Sensing the imminent collision between the two horses, Smoke kicked his feet free of the stirrups and was thrown clear when they crashed together and went down. Unfortunately, he landed on his wounded shoulder, which caused such a blinding explosion of agony that for a moment he was unaware of anything else and unable to move.
* * *
In one of the split seconds of glare that ripped the night apart, Denny saw two horses crash together and one of the riders fly through the air, land hard, and roll over a couple times. She watched as another rider spurred toward him.
* * *
When his senses came back to him, Smoke lifted his head and saw a huge dark shape looming above him, blotting out the stars and the moon.
It was a man on horseback, who shouted, “Now you’ll die for what you’ve done, Jensen!”
The barrel of a pistol swung swiftly toward Smoke.
Denny knew the only other Jensen out there was her father. The carbine flashed up to her shoulder and barked as soon as she lined the barrel on the shadowy target. The man cried out in pain as the slug raked him somewhere. The pistol fell from his hand.
Denny worked the carbine’s lever and fired again, but the man had already bent forward in the saddle to make himself a smaller target, or he slumped that way because he was wounded. The bullet whipped harmlessly over his head. He was able to yank the horse around and jab his spurs viciously into its flanks. The animal let out a shrill scream but leaped away. Denny fired again and grimaced because she knew she had missed.
She sent the buckskin pounding toward the fallen man, leaped down while the horse was still moving, staggered forward a step, and dropped to her knees beside him. He was struggling to sit up. He had lost his hat when he fell, and in the moonlight she was able to make out the familiar features. “Pa, are you hit?” she asked as she pressed a hand against his right shoulder.
“Denny?” he exclaimed. “What the hell—” He let out a groan and twisted, favoring his left side.
Denny saw the dark stain on Smoke’s shirt and set her carbine aside so she could take hold of him and carefully eased him back to the ground. “Just lie there. You’re hurt.”
“Denny, what in blazes . . . are you doing here?”
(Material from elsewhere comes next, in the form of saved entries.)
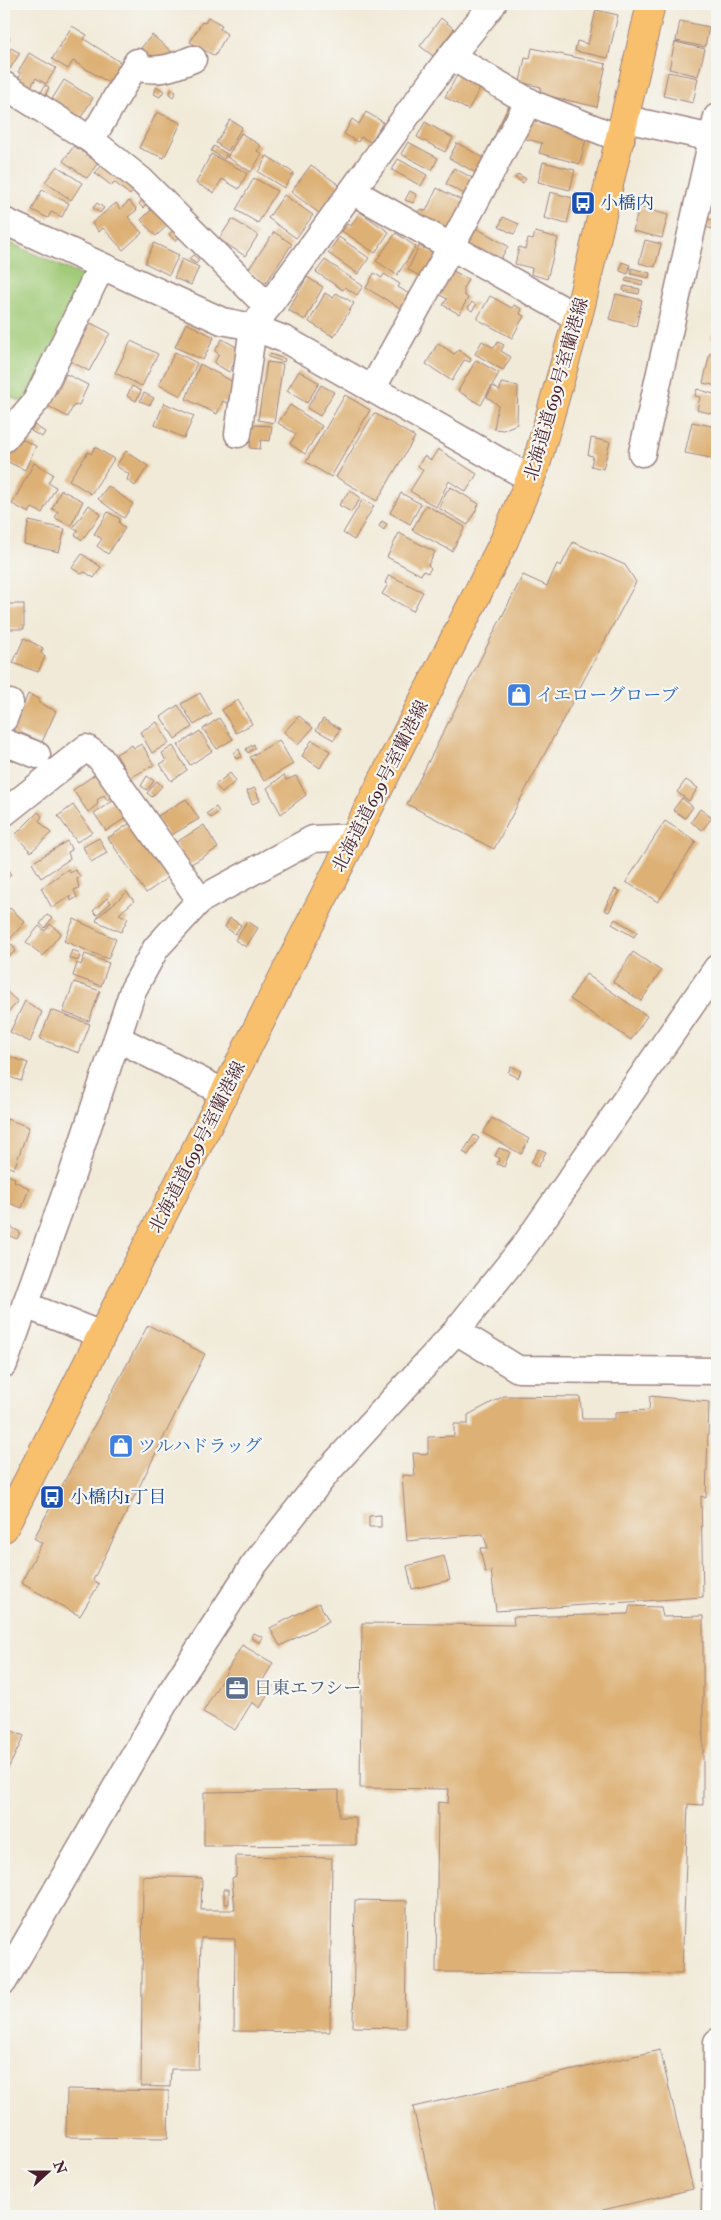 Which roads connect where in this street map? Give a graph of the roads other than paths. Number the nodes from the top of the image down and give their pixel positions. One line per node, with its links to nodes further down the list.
1 (494, 4): 3 (street)
2 (651, 4): 8 (main road, 北海道道699号室蘭港線)
3 (452, 57): 6 (street); 10 (street)
4 (193, 59): 9 (street)
5 (4, 85): 9 (street)
6 (529, 101): 8 (street); 12 (street)
7 (715, 128): 8 (street); 19 (street)
8 (623, 129): 15 (main road, 北海道道699号室蘭港線)
9 (92, 140): 14 (street)
10 (352, 191): 12 (street); 14 (street)
11 (4, 221): 13 (street)
12 (451, 247): 15 (street); 16 (street)
13 (101, 267): 14 (street); 18 (street)
14 (260, 317): 16 (street); 17 (street)
15 (578, 318): 20 (main road, 北海道道699号室蘭港線)
16 (372, 390): 20 (street)
17 (238, 434)
18 (4, 439)
19 (642, 453)
20 (531, 479): 24 (main road, 北海道道699号室蘭港線)
21 (4, 742): 22 (street)
22 (37, 755)
23 (4, 814): 25 (street)
24 (355, 837): 25 (street); 28 (main road, 北海道道699号室蘭港線)
25 (200, 900): 27 (street)
26 (717, 968): 30 (street)
27 (117, 1038): 28 (street); 29 (street)
28 (225, 1093): 31 (main road, 北海道道699号室蘭港線)
29 (25, 1305): 31 (street); 32 (street)
30 (456, 1331): 33 (street); 35 (street)
31 (102, 1335): 34 (main road, 北海道道699号室蘭港線)
32 (4, 1364)
33 (717, 1371)
34 (4, 1528)
35 (4, 1981)
36 (717, 2042): 37 (street)
37 (715, 2216) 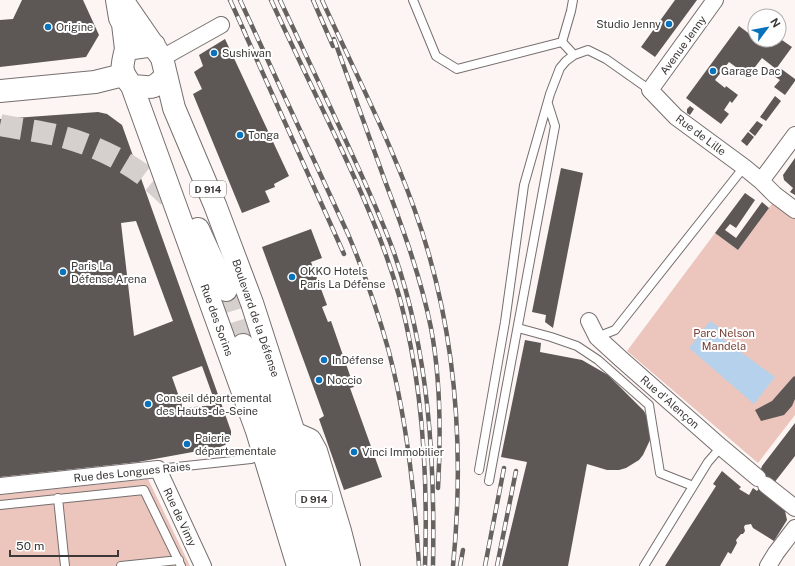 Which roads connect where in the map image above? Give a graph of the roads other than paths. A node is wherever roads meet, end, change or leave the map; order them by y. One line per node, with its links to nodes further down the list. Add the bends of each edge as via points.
1 (117, 0): 8 (main road)
2 (122, 0): 10 (main road, Boulevard de la Défense / D 914)
3 (412, 0): 7 (lane, via 436,56 457,69)
4 (572, 0): 7 (lane)
5 (715, 0): 12 (street, Avenue Jenny)
6 (221, 25): 10 (street)
7 (562, 42): 9 (lane)
8 (126, 49): 10 (main road); 11 (main road, via 122,62)
9 (574, 54): 12 (lane, via 588,50 596,53); 14 (lane, via 560,68)
10 (161, 60): 11 (main road, via 156,86 151,88); 25 (main road, Boulevard de la Défense / D 914, via 174,108 215,205 252,303)
11 (127, 80): 13 (main road); 27 (main road, Rue des Sorins, via 237,375)
12 (650, 90): 16 (street, Rue de Lille, via 676,117)
13 (0, 91)
14 (548, 104): 22 (lane, via 555,126); 29 (lane, via 524,185 505,322)
15 (795, 135): 17 (street)
16 (744, 167): 17 (street, Rue de Lille); 23 (lane, via 615,330)
17 (758, 179): 18 (street, Rue de Lille, via 775,196)
18 (795, 210)
19 (198, 229): 20 (main road)
20 (226, 290)
21 (589, 321): 23 (street, Rue d'Alençon)
22 (518, 328): 30 (lane); 32 (lane, via 577,346 598,360 649,405 660,474)
23 (597, 337): 26 (street, Rue d'Alençon)
24 (243, 345): 38 (main road, via 283,460)
25 (294, 432): 42 (main road, Boulevard de la Défense / D 914, via 325,536); 43 (main road, via 310,440 316,451)
26 (721, 447): 32 (lane); 35 (street, Rue d'Alençon)
27 (263, 455): 28 (lane, Rue des Longues Raies, via 251,459); 38 (main road, Rue des Sorins)
28 (158, 469): 31 (street, Rue des Longues Raies); 41 (street, Rue de Vimy)
29 (479, 470)
30 (489, 481)
31 (0, 486)
32 (693, 486): 44 (lane)
33 (58, 498): 34 (lane); 37 (lane, via 144,490); 39 (lane)
34 (0, 505)
35 (795, 508)
36 (795, 528): 45 (street)
37 (180, 563): 40 (lane)
38 (302, 563)
39 (65, 566)
40 (121, 566)
41 (203, 566)
42 (331, 566)
43 (348, 566)
44 (644, 566)
45 (768, 566)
“Saving your bacon, from the looks of it.” She groaned inwardly. Maybe that wasn’t the wisest reaction, but she was too worried about him to be thinking straight at the moment.
She turned her head and looked out across the valley. Shots still flashed here and there, but most of the fighting seemed to be over. As she watched tensely, the last of the gunfire died away. And it was too dark to tell who had won the battle.
“Denny—” Smoke began again, but she hissed at him to be quiet.
“We don’t want to bring them down on top of us,” she whispered. “Was it those rustlers who jumped you?”
“Had to be,” he said, keeping his voice as quiet as hers.
She heard the pain in his tone. Uncertainty over how badly he was hit gnawed at her, but she couldn’t risk a light to examine the wound.
Hoofbeats thudded not far off in the darkness. Denny tensed and picked up the carbine. She couldn’t remember if, in the heat of battle, she had worked the lever after the last shot she fired. There might be a round in the chamber, or there might not be, but she couldn’t risk cocking it. Not with an unknown rider so close.
A familiar voice called softly, “Smoke! Smoke, you around here?”
A shudder of relief went through Denny. Still not knowing if any of the rustlers were still around, she kept her voice quiet as she responded, “Cal! Over here!”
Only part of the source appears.